I went to my room and shut the door. No tears came; a tightness gripped my chest, and I could not breathe. I lay on my cot and could not think.
At dusk Cousin Marcelo and Tia Antonia came mouthing platitudes. “Maybe,” they said, “the men did not harm him.” Cousin Pedring came, too, with Clarissa. He said he would leave for Rosales the following morning.
I did not go down for supper. My roommate came in shortly before lights-out and brought me a glass of warm milk and crackers.
After Three Days, Cousin Pedring came, the grime of travel still on his face. There was no news at all about Father. Then, after a week, a tenant stumbled upon Father in the delta. He had died terribly, said Cousin Marcelo, who came with the news. The body bore more than a dozen bolo wounds. The day they found Father, they buried him beside Mother’s grave.

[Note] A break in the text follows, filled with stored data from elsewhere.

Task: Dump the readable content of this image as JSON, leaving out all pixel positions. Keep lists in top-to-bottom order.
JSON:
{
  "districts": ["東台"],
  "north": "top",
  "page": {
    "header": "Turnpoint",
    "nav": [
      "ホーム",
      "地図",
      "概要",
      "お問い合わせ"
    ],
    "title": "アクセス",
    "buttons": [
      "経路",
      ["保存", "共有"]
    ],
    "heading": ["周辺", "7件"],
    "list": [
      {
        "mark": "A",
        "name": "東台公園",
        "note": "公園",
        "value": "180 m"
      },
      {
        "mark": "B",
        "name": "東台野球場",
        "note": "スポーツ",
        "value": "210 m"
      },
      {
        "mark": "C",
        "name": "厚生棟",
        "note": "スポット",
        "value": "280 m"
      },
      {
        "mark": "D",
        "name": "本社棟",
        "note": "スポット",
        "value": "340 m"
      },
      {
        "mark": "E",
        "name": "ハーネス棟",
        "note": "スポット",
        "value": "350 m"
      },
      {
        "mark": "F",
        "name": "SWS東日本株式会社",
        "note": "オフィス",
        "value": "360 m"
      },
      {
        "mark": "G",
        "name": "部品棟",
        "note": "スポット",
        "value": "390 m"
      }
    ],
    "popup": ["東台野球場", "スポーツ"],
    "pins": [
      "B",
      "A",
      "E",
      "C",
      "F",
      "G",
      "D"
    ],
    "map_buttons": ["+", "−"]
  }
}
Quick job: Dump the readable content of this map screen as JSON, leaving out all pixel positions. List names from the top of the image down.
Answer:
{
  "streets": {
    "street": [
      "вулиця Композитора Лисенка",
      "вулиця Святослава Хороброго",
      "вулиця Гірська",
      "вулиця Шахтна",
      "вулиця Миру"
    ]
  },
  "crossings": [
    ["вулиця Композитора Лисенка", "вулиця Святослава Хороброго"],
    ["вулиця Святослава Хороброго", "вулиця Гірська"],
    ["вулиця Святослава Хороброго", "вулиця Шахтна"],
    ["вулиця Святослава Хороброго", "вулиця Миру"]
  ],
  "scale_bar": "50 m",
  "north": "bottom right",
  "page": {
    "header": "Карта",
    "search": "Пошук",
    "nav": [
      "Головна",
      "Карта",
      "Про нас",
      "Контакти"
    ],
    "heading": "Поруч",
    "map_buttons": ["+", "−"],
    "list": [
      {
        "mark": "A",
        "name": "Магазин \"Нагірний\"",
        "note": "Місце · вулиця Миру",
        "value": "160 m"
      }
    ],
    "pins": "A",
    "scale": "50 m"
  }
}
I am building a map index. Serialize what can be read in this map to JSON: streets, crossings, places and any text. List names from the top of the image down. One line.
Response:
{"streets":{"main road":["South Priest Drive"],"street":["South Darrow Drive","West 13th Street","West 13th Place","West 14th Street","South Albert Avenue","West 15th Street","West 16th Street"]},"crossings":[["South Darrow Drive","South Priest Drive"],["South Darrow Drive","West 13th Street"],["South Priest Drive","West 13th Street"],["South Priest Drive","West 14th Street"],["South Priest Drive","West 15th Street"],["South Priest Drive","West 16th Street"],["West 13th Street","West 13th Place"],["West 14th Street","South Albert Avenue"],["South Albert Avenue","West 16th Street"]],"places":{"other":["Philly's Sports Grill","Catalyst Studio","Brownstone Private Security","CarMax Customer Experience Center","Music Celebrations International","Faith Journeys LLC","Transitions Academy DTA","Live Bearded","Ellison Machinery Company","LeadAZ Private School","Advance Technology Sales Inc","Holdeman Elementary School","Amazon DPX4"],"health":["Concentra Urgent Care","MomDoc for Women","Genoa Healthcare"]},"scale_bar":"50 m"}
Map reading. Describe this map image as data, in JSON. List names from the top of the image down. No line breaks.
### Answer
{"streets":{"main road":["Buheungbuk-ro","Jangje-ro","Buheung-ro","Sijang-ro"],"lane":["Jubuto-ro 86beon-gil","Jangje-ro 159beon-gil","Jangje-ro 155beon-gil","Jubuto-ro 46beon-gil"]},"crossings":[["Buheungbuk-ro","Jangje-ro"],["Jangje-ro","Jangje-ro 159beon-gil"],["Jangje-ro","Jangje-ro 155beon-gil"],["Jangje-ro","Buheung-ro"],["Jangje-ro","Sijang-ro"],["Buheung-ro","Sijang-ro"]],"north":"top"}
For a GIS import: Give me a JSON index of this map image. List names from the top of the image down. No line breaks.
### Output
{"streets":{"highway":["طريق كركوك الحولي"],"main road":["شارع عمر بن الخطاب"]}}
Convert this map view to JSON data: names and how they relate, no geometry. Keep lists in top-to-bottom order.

“You do not have to go home,” Cousin Marcelo said. “There’s nothing you can do now.”
“But I’m going home,” I told him, suddenly aware that it was now my duty to look after his ledgers, the farm. “I’d like to look at the papers.”
“Yes, of course,” Cousin Marcelo said. “Now you have to study a lot of things and make decisions.” He looked ruefully at me. “And you … so young and not even through with school.”
But it would not do for me to stay in Rosales anymore; everywhere I would turn, there would always be something familiar, yet alien.
“You’ll be free now,” Cousin Marcelo said. “You must not be like your father. He was a slave to what he owned. You must begin again — that is most important.”